YOUR TASK:
Please repeat every record exactly, leaving out any pictures.

RECORDS TO USE:
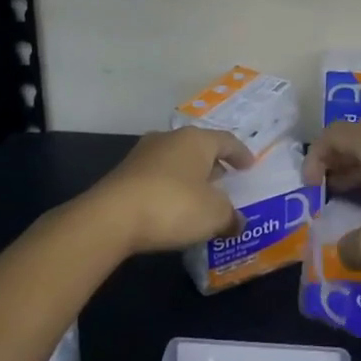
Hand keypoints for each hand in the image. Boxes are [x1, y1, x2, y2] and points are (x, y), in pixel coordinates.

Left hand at [81, 127, 253, 253]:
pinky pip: (157, 176)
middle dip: (213, 164)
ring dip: (189, 176)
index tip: (249, 166)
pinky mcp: (124, 174)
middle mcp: (170, 138)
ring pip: (176, 161)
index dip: (241, 154)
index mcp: (196, 139)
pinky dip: (169, 188)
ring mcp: (143, 154)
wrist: (111, 218)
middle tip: (225, 180)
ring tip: (199, 196)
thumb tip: (237, 222)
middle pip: (199, 147)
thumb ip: (230, 216)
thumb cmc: (173, 206)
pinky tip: (172, 207)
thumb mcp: (214, 215)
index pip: (227, 140)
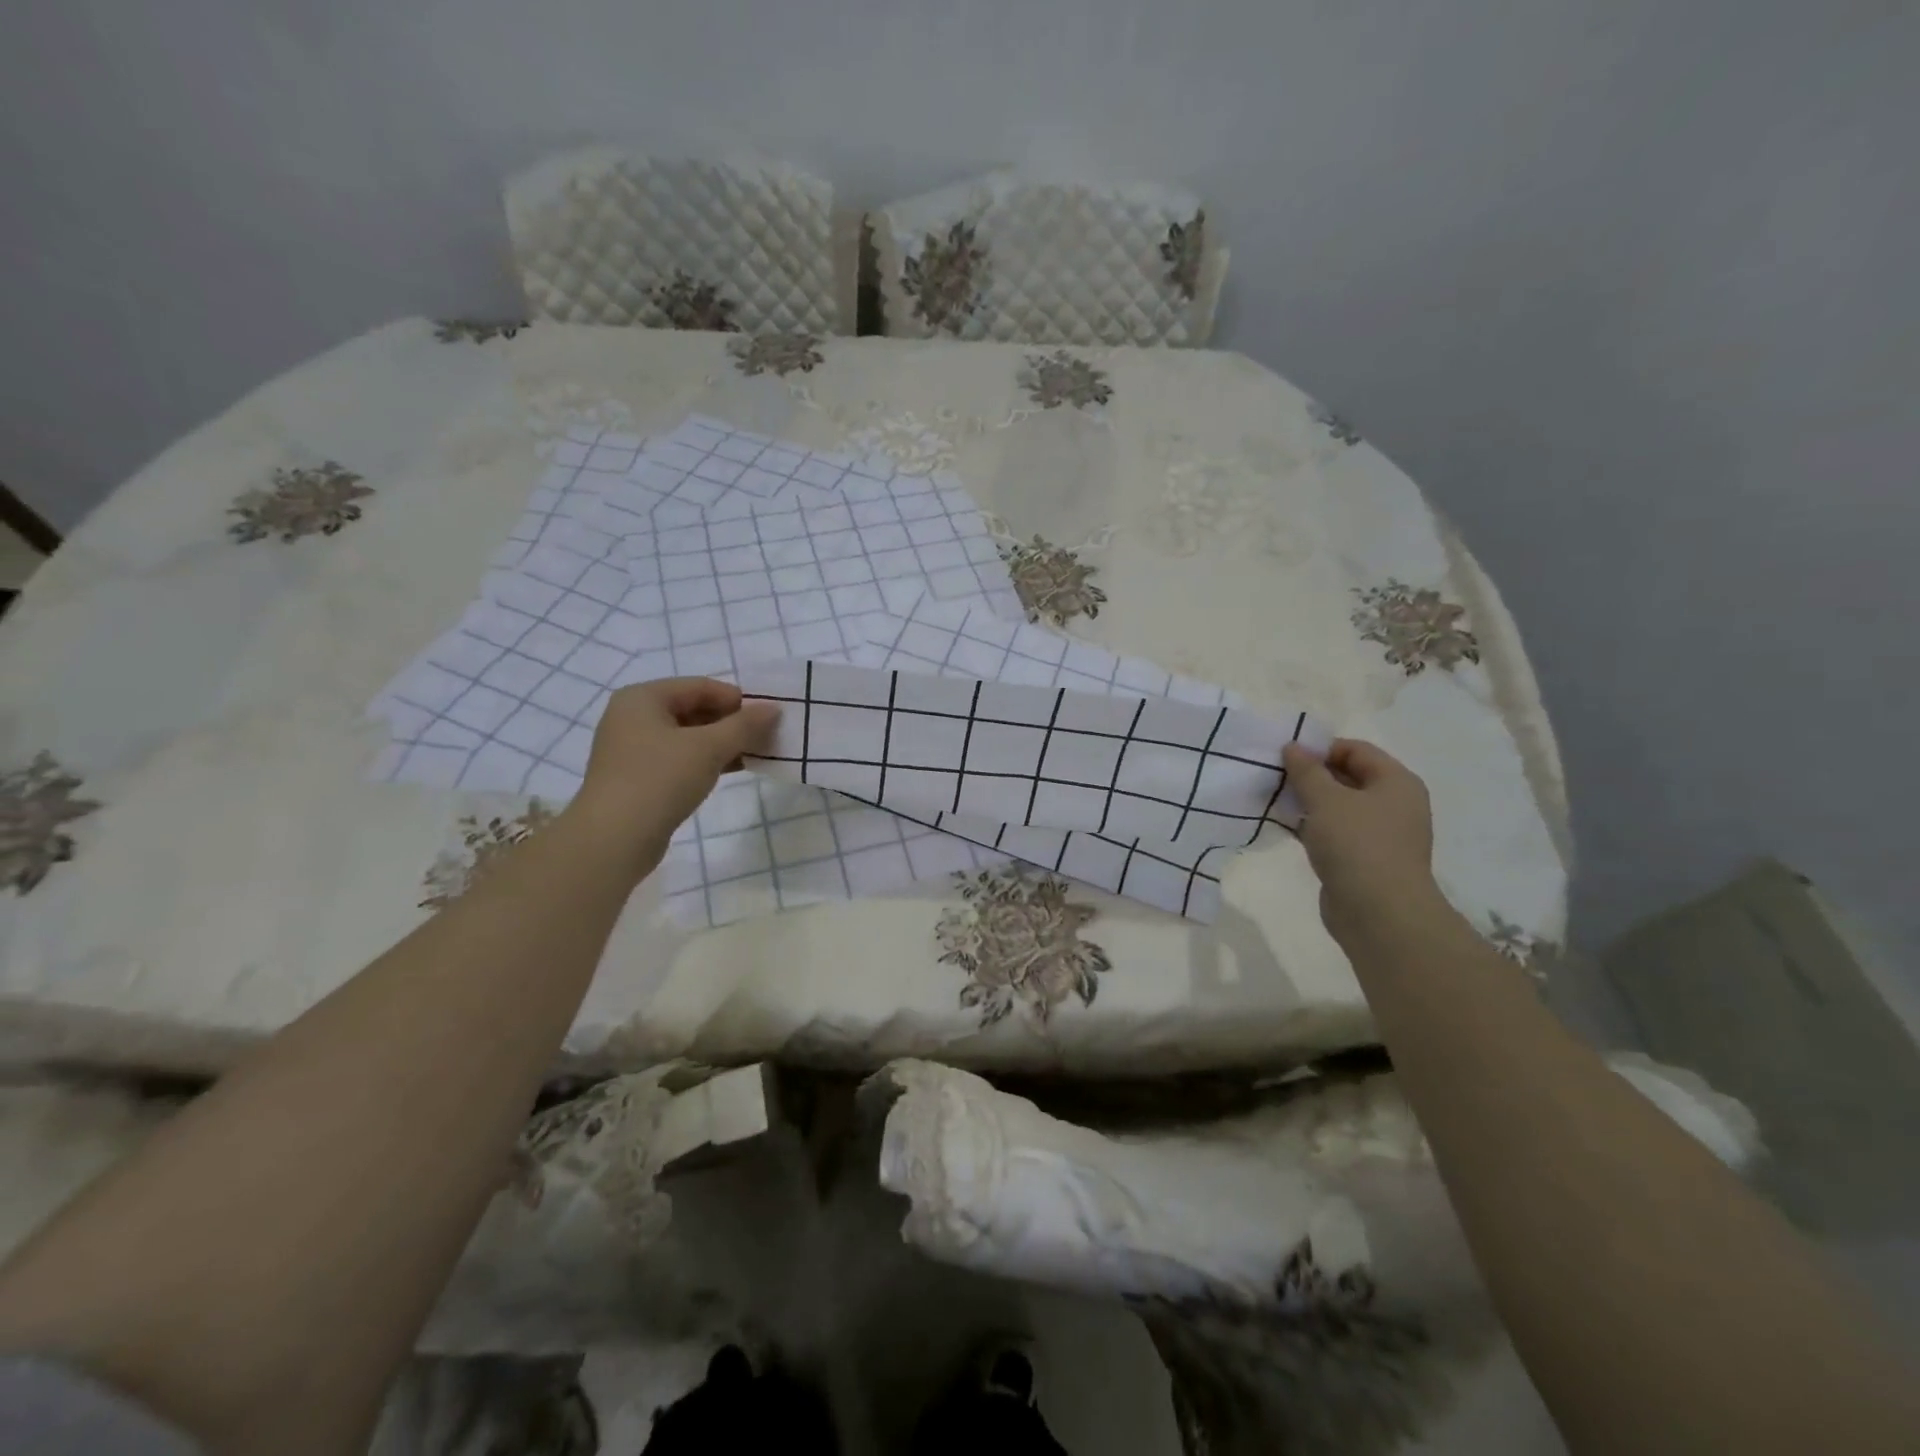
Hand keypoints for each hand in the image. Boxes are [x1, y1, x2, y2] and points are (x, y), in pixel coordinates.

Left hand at [570, 678, 778, 858]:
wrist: (614, 839)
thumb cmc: (660, 779)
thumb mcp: (709, 747)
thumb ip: (744, 725)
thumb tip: (773, 709)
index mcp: (643, 698)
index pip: (700, 686)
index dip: (737, 699)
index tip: (767, 717)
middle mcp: (633, 717)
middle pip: (693, 709)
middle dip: (731, 722)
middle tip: (765, 736)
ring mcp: (633, 749)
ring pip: (688, 736)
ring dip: (722, 743)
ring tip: (755, 753)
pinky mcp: (638, 777)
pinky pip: (679, 758)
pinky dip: (706, 761)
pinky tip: (733, 770)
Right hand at [1282, 738, 1441, 943]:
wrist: (1379, 914)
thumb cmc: (1357, 845)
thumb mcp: (1326, 800)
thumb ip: (1306, 771)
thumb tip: (1293, 747)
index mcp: (1396, 782)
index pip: (1356, 750)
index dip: (1320, 748)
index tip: (1286, 757)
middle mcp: (1394, 804)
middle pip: (1348, 777)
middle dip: (1312, 775)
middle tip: (1276, 777)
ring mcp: (1381, 834)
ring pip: (1340, 806)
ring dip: (1309, 802)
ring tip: (1276, 801)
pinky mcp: (1365, 860)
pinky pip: (1336, 832)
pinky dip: (1313, 827)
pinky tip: (1287, 827)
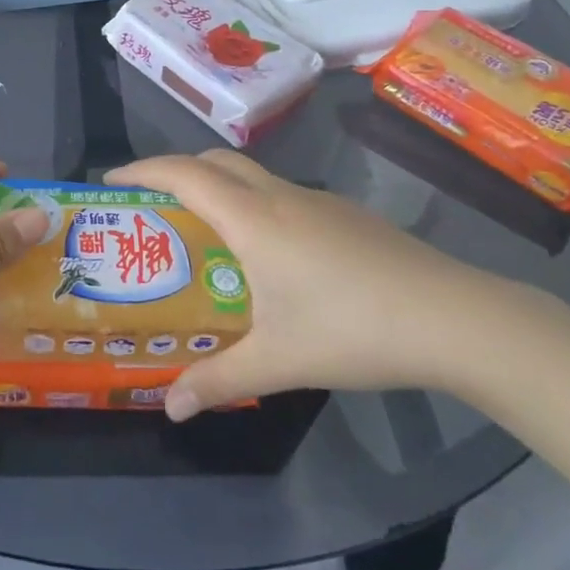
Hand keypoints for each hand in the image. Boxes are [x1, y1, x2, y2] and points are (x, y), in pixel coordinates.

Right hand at [107, 150, 547, 420]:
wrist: (458, 319)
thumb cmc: (353, 329)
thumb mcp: (278, 361)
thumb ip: (217, 380)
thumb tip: (170, 407)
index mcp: (252, 219)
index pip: (182, 175)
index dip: (141, 170)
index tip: (111, 181)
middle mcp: (280, 197)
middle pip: (214, 162)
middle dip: (175, 171)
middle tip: (152, 205)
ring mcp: (319, 202)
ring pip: (252, 176)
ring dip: (217, 187)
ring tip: (202, 232)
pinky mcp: (347, 216)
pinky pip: (281, 195)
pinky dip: (252, 205)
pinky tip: (267, 256)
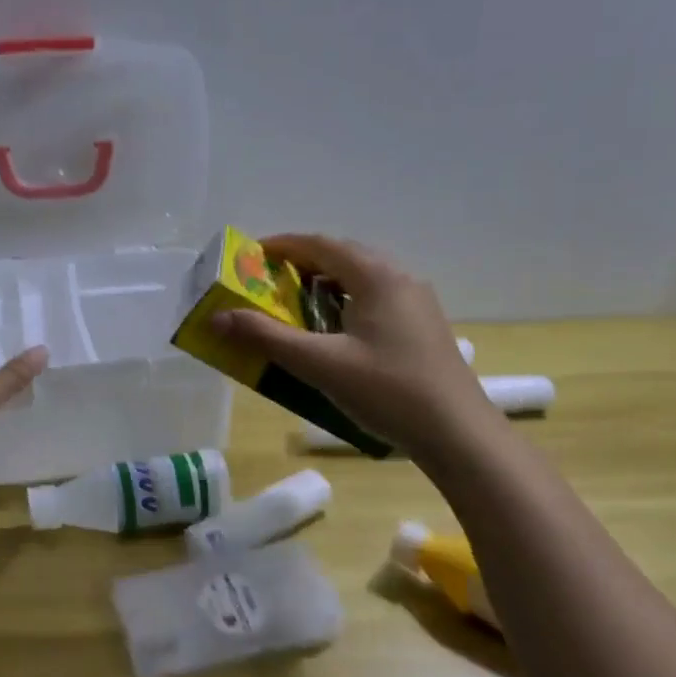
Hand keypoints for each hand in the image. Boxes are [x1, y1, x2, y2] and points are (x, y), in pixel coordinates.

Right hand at [210, 234, 493, 460]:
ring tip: (294, 306)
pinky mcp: (422, 326)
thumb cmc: (388, 391)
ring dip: (324, 284)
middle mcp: (400, 278)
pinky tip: (333, 332)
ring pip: (361, 278)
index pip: (320, 244)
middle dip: (301, 264)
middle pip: (343, 256)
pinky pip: (375, 298)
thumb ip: (267, 338)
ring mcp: (416, 302)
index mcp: (377, 276)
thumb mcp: (320, 364)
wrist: (457, 432)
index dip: (282, 246)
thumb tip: (219, 317)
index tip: (250, 256)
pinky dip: (345, 302)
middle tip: (267, 283)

WRITTEN ANSWER:
Hand keypoints for each hand in the image. Boxes are [x1, y1, x2, y2] and points are (x, y), in pixel coordinates.

Left hand at [81, 127, 253, 253]:
pinky pip: (157, 176)
middle dip: (213, 164)
ring dip: (189, 176)
index tip: (249, 166)
pinky mcp: (124, 174)
middle mcp: (170, 138)
ring pip: (176, 161)
index dip: (241, 154)
index mcp: (196, 139)
pinky dip: (169, 188)
ring mcp: (143, 154)
wrist: (111, 218)
middle tip: (225, 180)
ring tip: (199, 196)
thumb tip: (237, 222)
middle pip: (199, 147)
thumb ip: (230, 216)
thumb cmc: (173, 206)
pinky tip: (172, 207)
thumb mcp: (214, 215)
index pip: (227, 140)
Hand keypoints for each hand in the image. Boxes are [x1, y1, x2, y2] and points are (x, y), in pixel coordinates.

Left hand at [570, 678, 778, 858]:
wrist: (614, 839)
thumb cmc: (660, 779)
thumb mcp: (709, 747)
thumb ip: (744, 725)
thumb tip: (773, 709)
index mcp: (643, 698)
index pip: (700, 686)
index dip: (737, 699)
index tip: (767, 717)
middle mcp: (633, 717)
middle pip: (693, 709)
middle dip: (731, 722)
middle tip: (765, 736)
ring mcp: (633, 749)
ring pip: (688, 736)
ring dip: (722, 743)
ring tip: (755, 753)
pinky mcp: (638, 777)
pinky pip: (679, 758)
pinky dip: (706, 761)
pinky tip: (733, 770)
Right hand at [1282, 738, 1441, 943]:
wrist: (1379, 914)
thumb cmc: (1357, 845)
thumb mcp: (1326, 800)
thumb ip: (1306, 771)
thumb tip: (1293, 747)
index mcp: (1396, 782)
index pip: (1356, 750)
index dip: (1320, 748)
index tip: (1286, 757)
middle mcp: (1394, 804)
middle pip: (1348, 777)
middle dip: (1312, 775)
middle tip: (1276, 777)
ring mcp: (1381, 834)
ring pip: (1340, 806)
ring dip: (1309, 802)
ring tip: (1276, 801)
pinky mcp: (1365, 860)
pinky pip: (1336, 832)
pinky dip: (1313, 827)
pinky tip: (1287, 827)
Hand keypoints for each hand in the image. Boxes are [x1, y1, x2, y2] and points are (x, y), in pixel coordinates.

Right hand at [107, 150, 547, 420]:
wrist: (458, 319)
thumb cmc: (353, 329)
thumb mcp: (278, 361)
thumb ip: (217, 380)
thumb tip: (170, 407)
index mcp: (252, 219)
index pip: (182, 175)
index dip: (141, 170)
index tip: (111, 181)
middle mcp: (280, 197)
middle pip: (214, 162)
middle dip: (175, 171)
middle tip: (152, 205)
ring mcp: (319, 202)
ring pip: (252, 176)
ring dip: (217, 187)
ring tip: (202, 232)
pinky mcp: (347, 216)
pinky pip: (281, 195)
pinky dip: (252, 205)
pinky tip: (267, 256)
Hand keypoints for each hand in the image. Boxes are [x1, y1, x2, y2] and points are (x, y), in pixel coordinates.

Right hand at [210, 234, 493, 460]:
ring tip: (294, 306)
pinky mcp: (422, 326)
thumb cmc: (388, 391)
ring dip: (324, 284)
middle mcp: (400, 278)
pinky tip: (333, 332)
ring pip: (361, 278)
index pip: (320, 244)
middle dip: (301, 264)
middle pip: (343, 256)
pinky pip: (375, 298)
thumb ip: (267, 338)
ring mcp: (416, 302)
index mcp: (377, 276)
thumb mcp: (320, 364)
wrist: (457, 432)
index dip: (282, 246)
thumb tip: (219, 317)
index tip: (250, 256)
pinky dip: (345, 302)
middle tip: (267, 283)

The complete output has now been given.